La iniciativa Zero Plastic, que actualmente se está implantando en cinco de las siete líneas de producción, permitirá lanzar al mercado, libres de plásticos, los 3,5 millones de envases que comercializa de sus tres grandes gamas de productos: Manasul (canal de farmacia), La Tetera Azul (canal horeca) y Helps, infusiones funcionales (canal alimentación).

Pharmadus, que cumple con las normativas europeas más exigentes para el desarrollo y elaboración de infusiones, es una empresa comprometida con la sostenibilidad y la responsabilidad medioambiental y con la lucha contra el cambio climático. Desde su constitución en 2006 ha desarrollado acciones en esta dirección, como la puesta en marcha de su planta envasadora, productora de energía solar fotovoltaica.

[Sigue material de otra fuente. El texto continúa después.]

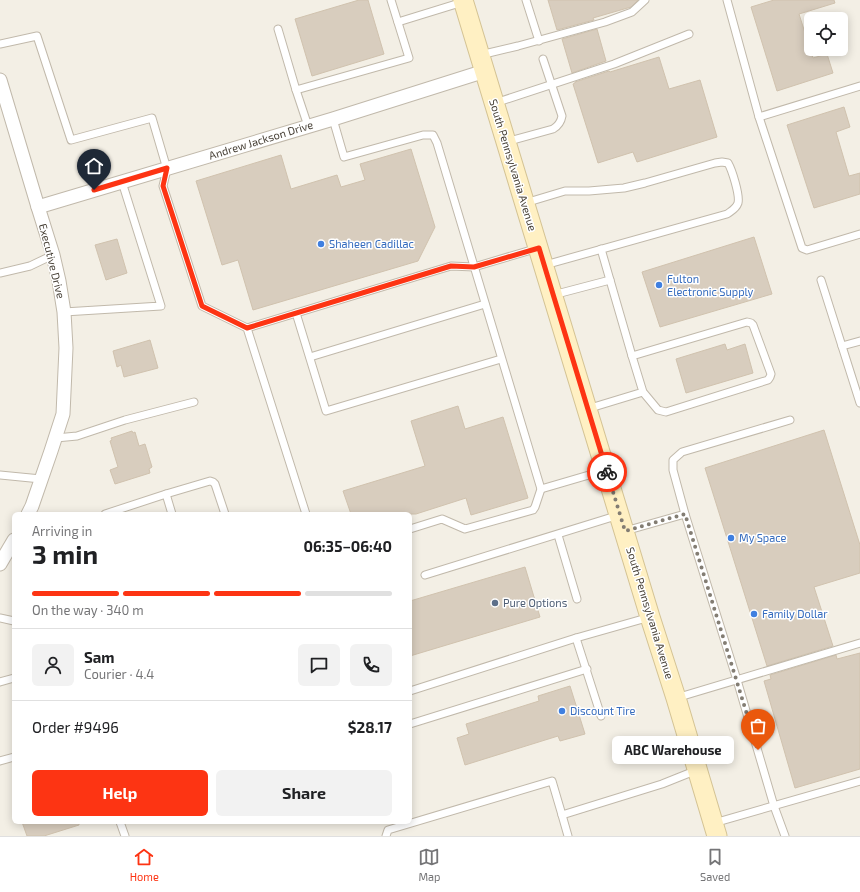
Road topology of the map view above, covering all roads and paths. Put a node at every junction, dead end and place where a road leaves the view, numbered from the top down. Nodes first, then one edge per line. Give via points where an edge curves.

Aunque el proyecto Zero Plastic se inició a finales de 2017, la sustitución de algunos materiales comenzó en 2012 con el cambio de las bolsitas piramidales de nylon por solyon (polímero de maíz biodegradable). Y en 2015 se introdujo en los envases el cartón procedente de bosques sostenibles con certificación FSC, que cumple con todos los requisitos de una forestación responsable. Desde 2018, todos los envases de cartón tienen este certificado.

Zero Plastic ha centrado su actividad en el diseño de envases que permitan eliminar el plástico como protección externa, cambiar envases de propipropileno por PLA (ácido poliláctico) biodegradable procedente de fuentes renovables como la patata y el maíz; eliminar tintas innecesarias y sustituirlas por otras biodegradables; y optimizar los embalajes externos para un transporte más eficiente de papel reciclado. El pasado ejercicio ya había logrado reducir el 30% los embalajes de plástico.

PLÁSTICO EN EL MUNDO

Escudero ha recordado, en este sentido, que según datos de Greenpeace, la producción global de plástico llegó a los 335 millones de toneladas en 2016. Esta cifra se podría ver incrementada hasta los 500 millones de toneladas en 2020. Y se estima que desde el comienzo de la producción de plásticos en 1950 se han fabricado 8.300 millones de toneladas, de las que cada año se arrojan ocho millones a los océanos.